Thomas De Schampheleire patrickdepinguin at gmail.com
Sun Jun 21 03:32:46 EDT 2015


On Sat, Jun 20, 2015 at 11:50 PM, Mads Kiilerich <mads at kiilerich.com> wrote:
> On 06/20/2015 10:37 PM, Thomas De Schampheleire wrote:
>>
>> Some trivial cleanups related to hardcoded strings in tests.
>
>
> I think another school of thought is that tests should be as simple, static
> and explicit as possible. To avoid begging the question they are asking,
> they should avoid any computation in the tests. Having hardcoded 'expected'
> strings will also make it easier when debugging.

In principle I agree: tests should be completely stand-alone.
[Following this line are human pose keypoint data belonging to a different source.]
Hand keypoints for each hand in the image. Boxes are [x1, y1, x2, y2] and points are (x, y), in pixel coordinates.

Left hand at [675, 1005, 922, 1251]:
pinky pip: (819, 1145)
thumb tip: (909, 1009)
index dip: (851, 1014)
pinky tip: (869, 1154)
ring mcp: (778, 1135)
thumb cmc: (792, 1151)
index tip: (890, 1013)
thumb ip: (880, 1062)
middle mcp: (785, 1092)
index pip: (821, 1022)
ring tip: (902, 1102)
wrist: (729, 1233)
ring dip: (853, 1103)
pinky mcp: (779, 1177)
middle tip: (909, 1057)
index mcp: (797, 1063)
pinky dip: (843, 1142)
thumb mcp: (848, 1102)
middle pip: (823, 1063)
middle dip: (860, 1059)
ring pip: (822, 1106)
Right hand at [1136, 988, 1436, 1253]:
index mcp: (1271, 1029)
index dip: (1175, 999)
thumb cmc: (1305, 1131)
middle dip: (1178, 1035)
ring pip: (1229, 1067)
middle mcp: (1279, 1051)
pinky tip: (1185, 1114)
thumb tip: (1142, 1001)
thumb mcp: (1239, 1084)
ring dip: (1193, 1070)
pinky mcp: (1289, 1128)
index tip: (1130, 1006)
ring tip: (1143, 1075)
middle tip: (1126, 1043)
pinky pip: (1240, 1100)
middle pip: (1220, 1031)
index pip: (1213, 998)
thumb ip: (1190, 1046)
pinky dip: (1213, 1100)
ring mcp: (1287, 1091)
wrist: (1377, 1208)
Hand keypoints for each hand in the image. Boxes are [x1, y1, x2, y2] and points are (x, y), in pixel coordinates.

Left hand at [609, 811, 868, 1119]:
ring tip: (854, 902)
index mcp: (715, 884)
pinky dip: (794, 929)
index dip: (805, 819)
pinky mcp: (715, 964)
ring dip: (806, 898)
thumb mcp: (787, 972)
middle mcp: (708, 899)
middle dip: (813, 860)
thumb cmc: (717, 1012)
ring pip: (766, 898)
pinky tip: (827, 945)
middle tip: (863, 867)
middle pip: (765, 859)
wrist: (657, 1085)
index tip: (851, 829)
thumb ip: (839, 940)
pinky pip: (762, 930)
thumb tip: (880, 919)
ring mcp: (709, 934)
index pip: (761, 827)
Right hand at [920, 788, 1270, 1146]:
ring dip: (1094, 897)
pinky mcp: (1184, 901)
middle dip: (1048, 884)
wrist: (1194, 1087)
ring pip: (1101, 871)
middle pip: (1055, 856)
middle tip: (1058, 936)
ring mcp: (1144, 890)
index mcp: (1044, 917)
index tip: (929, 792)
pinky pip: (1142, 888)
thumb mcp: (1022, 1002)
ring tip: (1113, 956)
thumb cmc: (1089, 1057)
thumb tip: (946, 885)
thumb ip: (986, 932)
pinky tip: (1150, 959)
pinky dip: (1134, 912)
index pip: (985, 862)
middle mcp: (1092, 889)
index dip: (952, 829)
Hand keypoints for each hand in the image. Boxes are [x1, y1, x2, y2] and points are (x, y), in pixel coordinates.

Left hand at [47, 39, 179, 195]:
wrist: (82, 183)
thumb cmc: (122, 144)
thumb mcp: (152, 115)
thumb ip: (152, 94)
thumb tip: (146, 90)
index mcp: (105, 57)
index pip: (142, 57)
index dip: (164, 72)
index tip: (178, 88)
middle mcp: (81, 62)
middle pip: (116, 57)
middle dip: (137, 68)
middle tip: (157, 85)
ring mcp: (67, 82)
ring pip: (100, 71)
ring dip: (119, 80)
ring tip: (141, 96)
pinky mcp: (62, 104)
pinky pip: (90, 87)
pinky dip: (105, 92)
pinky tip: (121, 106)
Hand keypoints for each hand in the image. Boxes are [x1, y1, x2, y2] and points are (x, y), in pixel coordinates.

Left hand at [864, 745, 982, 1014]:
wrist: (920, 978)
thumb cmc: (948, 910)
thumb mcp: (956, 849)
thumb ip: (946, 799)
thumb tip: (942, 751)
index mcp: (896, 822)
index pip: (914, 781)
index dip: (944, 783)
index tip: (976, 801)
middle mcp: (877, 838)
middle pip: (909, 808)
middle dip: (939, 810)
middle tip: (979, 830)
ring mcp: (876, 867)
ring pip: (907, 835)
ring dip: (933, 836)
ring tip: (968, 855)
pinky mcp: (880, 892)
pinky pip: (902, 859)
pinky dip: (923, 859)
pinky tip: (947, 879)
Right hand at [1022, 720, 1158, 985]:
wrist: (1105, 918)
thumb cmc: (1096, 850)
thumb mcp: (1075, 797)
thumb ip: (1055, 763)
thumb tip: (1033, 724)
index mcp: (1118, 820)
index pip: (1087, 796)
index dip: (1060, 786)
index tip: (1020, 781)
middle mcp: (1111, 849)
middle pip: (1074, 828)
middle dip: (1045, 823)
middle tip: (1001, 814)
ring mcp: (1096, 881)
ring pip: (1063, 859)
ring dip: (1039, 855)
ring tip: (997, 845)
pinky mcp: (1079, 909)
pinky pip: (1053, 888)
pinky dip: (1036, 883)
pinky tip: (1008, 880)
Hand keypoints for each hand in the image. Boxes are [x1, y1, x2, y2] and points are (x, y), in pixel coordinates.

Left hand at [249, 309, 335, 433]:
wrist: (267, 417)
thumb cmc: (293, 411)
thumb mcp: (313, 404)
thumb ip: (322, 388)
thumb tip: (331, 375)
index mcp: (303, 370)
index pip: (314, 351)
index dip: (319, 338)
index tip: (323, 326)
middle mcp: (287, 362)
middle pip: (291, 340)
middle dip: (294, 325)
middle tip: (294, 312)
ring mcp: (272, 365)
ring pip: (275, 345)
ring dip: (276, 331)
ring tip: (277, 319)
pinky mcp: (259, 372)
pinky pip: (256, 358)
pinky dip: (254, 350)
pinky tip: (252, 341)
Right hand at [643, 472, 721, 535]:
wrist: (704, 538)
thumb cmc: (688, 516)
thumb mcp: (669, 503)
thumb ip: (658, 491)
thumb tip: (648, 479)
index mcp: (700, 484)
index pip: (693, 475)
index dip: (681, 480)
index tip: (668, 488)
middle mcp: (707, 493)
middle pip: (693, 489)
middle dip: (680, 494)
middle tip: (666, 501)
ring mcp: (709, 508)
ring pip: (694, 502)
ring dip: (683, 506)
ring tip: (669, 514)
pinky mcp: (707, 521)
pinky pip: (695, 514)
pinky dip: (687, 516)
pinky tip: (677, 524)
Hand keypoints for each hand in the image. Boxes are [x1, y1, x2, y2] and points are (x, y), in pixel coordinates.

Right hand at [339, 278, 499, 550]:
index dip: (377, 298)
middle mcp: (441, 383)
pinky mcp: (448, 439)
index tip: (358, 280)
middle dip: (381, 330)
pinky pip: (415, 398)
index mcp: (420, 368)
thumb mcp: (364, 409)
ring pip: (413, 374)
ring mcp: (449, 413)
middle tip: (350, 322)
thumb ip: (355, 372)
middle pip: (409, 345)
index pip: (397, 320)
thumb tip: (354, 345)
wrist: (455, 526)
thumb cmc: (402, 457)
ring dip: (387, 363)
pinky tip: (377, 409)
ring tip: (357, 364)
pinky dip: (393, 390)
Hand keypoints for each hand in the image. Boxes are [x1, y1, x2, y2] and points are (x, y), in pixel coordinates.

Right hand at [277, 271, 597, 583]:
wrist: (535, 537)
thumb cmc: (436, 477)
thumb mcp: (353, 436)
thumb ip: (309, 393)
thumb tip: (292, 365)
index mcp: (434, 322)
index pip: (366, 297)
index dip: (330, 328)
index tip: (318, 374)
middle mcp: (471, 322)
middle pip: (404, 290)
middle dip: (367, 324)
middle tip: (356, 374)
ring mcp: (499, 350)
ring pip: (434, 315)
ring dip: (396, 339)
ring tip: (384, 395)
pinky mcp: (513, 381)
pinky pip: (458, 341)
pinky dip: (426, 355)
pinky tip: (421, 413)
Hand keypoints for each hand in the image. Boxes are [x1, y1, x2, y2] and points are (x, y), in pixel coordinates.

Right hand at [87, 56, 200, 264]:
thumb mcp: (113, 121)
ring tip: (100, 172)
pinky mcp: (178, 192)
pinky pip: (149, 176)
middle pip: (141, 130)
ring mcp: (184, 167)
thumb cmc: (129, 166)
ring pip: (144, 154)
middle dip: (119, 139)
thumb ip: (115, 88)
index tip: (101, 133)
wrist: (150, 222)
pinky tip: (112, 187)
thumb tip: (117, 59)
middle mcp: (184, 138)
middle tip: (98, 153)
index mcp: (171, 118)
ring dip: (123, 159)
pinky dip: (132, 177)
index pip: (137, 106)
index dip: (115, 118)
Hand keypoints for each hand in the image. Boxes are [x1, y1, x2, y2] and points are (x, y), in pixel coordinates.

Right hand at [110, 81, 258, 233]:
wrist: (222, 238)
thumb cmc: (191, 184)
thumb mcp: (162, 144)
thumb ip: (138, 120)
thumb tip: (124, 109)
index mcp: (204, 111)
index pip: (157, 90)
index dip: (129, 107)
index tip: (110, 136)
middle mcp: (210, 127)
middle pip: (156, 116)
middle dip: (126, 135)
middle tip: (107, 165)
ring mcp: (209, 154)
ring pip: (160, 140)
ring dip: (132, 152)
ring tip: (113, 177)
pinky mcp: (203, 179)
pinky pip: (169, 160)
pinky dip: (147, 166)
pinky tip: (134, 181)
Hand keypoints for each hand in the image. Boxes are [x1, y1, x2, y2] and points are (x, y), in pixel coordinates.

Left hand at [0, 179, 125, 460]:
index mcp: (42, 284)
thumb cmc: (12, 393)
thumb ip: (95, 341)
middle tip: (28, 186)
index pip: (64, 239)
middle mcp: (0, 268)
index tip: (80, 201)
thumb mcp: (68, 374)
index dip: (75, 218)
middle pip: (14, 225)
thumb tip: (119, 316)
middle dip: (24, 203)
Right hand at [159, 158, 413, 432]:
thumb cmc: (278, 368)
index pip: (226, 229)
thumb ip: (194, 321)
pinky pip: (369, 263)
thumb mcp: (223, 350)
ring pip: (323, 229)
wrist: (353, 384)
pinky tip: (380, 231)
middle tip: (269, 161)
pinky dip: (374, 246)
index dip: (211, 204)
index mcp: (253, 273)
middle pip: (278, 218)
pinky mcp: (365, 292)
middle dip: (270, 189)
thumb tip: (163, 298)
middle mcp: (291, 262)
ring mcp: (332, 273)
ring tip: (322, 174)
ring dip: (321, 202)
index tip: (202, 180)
Changing
a hardcoded string in one test should not impact any other test.

However, the test users and test repositories are set up at the very
beginning of all tests (see kallithea/lib/db_manage.py). They are
shared state. When a test uses the username 'test_admin', it cannot
freely change that without impacting the test. The test depends on a
very specific string from that pre-created database.
This dependency is, however, implicit, and now made explicit with these patches.
In this light, I think the patches are an improvement to the current situation.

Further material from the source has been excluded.